Accordingly, there is no evidence of a complete specific application or embodiment to satisfy the requirement that the description is set forth “in such full, clear, concise, and exact terms” to show possession of the claimed invention. See Fields v. Conover, 443 F.2d 1386, 1392, 170 USPQ 276, 280 (CCPA 1971).
Dependent claims 3-4, 7, 10, and 16-19 depend from one of claims 1/13 and therefore inherit their deficiencies under §112(a).
Claim Rejections - 35 USC § 101
35 U.S.C. 101 reads as follows:
Whoever invents or discovers any new and useful process, machine, manufacture, or composition of matter, or any new and useful improvement thereof, may obtain a patent therefor, subject to the conditions and requirements of this title.
Claims 1, 3-4, 7, 10, 13, and 16-19 are rejected under 35 U.S.C. 101 because the claimed invention is directed to non-patentable subject matter. The claims are directed to an abstract idea without significantly more.
Claims 1, 3-4, 7, 10, 13, and 16-19 are rejected under 35 U.S.C. 101 because the claimed invention is directed to an abstract idea without significantly more. The judicial exception is not integrated into a practical application. The claims do include additional elements that are sufficient to amount to significantly more than the judicial exception. The eligibility analysis in support of these findings is provided below, in accordance with the subject matter eligibility guidance set forth in MPEP 2106.
With respect to Step 1 of the eligibility inquiry (as explained in MPEP 2106.03), it is first noted that the claimed device (claims 1, 3-4, 7, and 10) and method (claims 13 and 16-19) are each directed to a potentially eligible category of subject matter (i.e., machine and process). Accordingly, claims 1, 3-4, 7, 10, 13, and 16-19 satisfy Step 1 of the eligibility inquiry.
With respect to Step 2A Prong One of the eligibility inquiry (as explained in MPEP 2106.04), it is next noted that the claims recite an abstract idea that falls under the “Mental Processes” abstract idea grouping by setting forth activities that, but for the generic computer implementation, could be performed mentally by a human (including an observation, evaluation, judgment, opinion). With respect to independent claim 1, the limitations reciting the abstract idea are indicated in bold below, whereas the additional elements are identified in plain text and are separately evaluated under Step 2A Prong Two and Step 2B:
an information processing device for disaster preparedness (field-of-use language), the information processing device comprising: a memory; a communication interface; and a processor communicatively coupled to the memory and the communication interface (These are additional elements addressed below under Step 2A Prong Two and Step 2B), wherein the processor is configured to:
receive, using the memory, environmental data from predictive disaster models, infrastructure monitoring systems, and emergency response databases (This limitation describes activity that, but for the generic implementation using the memory and information processing device, could be performed as a mental process, such as by human observation, evaluation, judgment or opinion, and the “receive” activity may also be considered as insignificant extra-solution activity, which is not enough to amount to a practical application (MPEP 2106.05(g)), and such extra-solution activity has also been recognized as well-understood, routine, and conventional, and thus insufficient to add significantly more to the abstract idea.
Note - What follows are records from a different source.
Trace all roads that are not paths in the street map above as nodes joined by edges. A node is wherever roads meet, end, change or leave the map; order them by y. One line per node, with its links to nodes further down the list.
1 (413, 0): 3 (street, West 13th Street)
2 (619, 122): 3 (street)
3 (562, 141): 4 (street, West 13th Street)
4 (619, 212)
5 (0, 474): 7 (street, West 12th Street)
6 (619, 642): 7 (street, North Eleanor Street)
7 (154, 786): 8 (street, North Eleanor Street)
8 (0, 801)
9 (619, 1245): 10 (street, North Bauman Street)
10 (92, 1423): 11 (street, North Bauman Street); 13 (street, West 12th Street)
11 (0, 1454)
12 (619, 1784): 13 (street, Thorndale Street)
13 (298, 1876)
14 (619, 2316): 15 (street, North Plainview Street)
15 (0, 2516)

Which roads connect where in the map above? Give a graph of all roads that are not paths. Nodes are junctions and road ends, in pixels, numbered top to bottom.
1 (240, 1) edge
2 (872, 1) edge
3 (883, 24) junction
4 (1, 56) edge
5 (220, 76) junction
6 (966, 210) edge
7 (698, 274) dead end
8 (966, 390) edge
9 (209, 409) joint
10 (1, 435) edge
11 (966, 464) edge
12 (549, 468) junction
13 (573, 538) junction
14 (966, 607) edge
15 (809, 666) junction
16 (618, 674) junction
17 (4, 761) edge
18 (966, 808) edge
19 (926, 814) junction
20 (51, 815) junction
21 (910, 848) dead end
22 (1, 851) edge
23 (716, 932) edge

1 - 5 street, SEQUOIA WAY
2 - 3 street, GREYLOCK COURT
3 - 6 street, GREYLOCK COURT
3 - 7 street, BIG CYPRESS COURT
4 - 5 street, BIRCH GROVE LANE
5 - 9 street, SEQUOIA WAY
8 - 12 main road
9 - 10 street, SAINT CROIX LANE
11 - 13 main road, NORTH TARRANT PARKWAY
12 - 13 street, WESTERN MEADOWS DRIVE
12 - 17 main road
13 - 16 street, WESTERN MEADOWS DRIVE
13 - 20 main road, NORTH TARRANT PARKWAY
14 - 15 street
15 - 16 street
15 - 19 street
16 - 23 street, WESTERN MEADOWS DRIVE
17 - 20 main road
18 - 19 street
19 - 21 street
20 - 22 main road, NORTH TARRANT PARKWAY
See MPEP 2106.05(d) - Receiving or transmitting data over a network, e.g., using the Internet to gather data, Symantec, 838 F.3d at 1321, 120 USPQ2d at 1362 (utilizing an intermediary computer to forward information); TLI Communications LLC v. AV Auto. LLC, 823 F.3d 607, 610, 118 USPQ2d 1744, 1745 (Fed. Cir. 2016) (using a telephone for image transmission); OIP Techs., Inc., v. Amazon.com, Inc., 788 F.3d 1359, 1363, 115 USPQ2d 1090, 1093 (Fed. Cir. 2015) (sending messages over a network); buySAFE, Inc. v. Google, Inc., 765 F.3d 1350, 1355, 112 USPQ2d 1093, 1096 (Fed. Cir. 2014) (computer receives and sends information over a network));
apply a reinforcement learning model to generate a disaster response strategy based on the environmental data received (This limitation describes activity that, but for the generic computer implementation by the information processing device and reinforcement learning model, could be performed as a mental process, such as by human observation, evaluation, judgment or opinion);
receive user input from a user that defines a disaster scenario, wherein the user input specifies at least one of: a power outage in a designated region, or a shortage of emergency personnel, receive a user-defined disaster response plan from the user (This limitation describes activity that, but for the generic implementation using the memory and information processing device, could be performed as a mental process, such as by human observation, evaluation, judgment or opinion, and the “receive” activity may also be considered as insignificant extra-solution activity, which is not enough to amount to a practical application (MPEP 2106.05(g)), and such extra-solution activity has also been recognized as well-understood, routine, and conventional, and thus insufficient to add significantly more to the abstract idea. See MPEP 2106.05(d) - Receiving or transmitting data over a network, e.g., using the Internet to gather data, Symantec, 838 F.3d at 1321, 120 USPQ2d at 1362 (utilizing an intermediary computer to forward information); TLI Communications LLC v. AV Auto. LLC, 823 F.3d 607, 610, 118 USPQ2d 1744, 1745 (Fed. Cir. 2016) (using a telephone for image transmission); OIP Techs., Inc., v. Amazon.com, Inc., 788 F.3d 1359, 1363, 115 USPQ2d 1090, 1093 (Fed. Cir. 2015) (sending messages over a network); buySAFE, Inc. v. Google, Inc., 765 F.3d 1350, 1355, 112 USPQ2d 1093, 1096 (Fed. Cir. 2014) (computer receives and sends information over a network)),
evaluate the user-defined disaster response plan and the disaster response strategy to the disaster scenario by selectively holding certain environmental conditions constant, isolating effectiveness of a respective strategy for specified conditions (The “evaluate” step describes activity that, but for the generic computer implementation by the information processing device, could be performed as a mental process, such as by human observation, evaluation, judgment or opinion);
generate an explanation of the disaster response strategy, associating resource allocations with projected disaster effects and response outcomes (The “generate” step describes activity that, but for the generic computer implementation by the information processing device, could be performed as a mental process, such as by human observation, evaluation, judgment or opinion);
produce a comparative analysis that highlight key differences in projected disaster mitigation between the disaster response strategy and the user-defined disaster response plan (The “produce a comparative analysis” step describes activity that, but for the generic computer implementation by the information processing device, could be performed as a mental process, such as by human observation, evaluation, judgment or opinion, such as with the aid of pen and paper to depict a graph or written analysis of the key differences); and
retrain the reinforcement learning model based on the comparative analysis (The “retrain” step describes activity that, but for the generic computer implementation by the information processing device, could be performed as a mental process, such as by human observation, evaluation, judgment or opinion).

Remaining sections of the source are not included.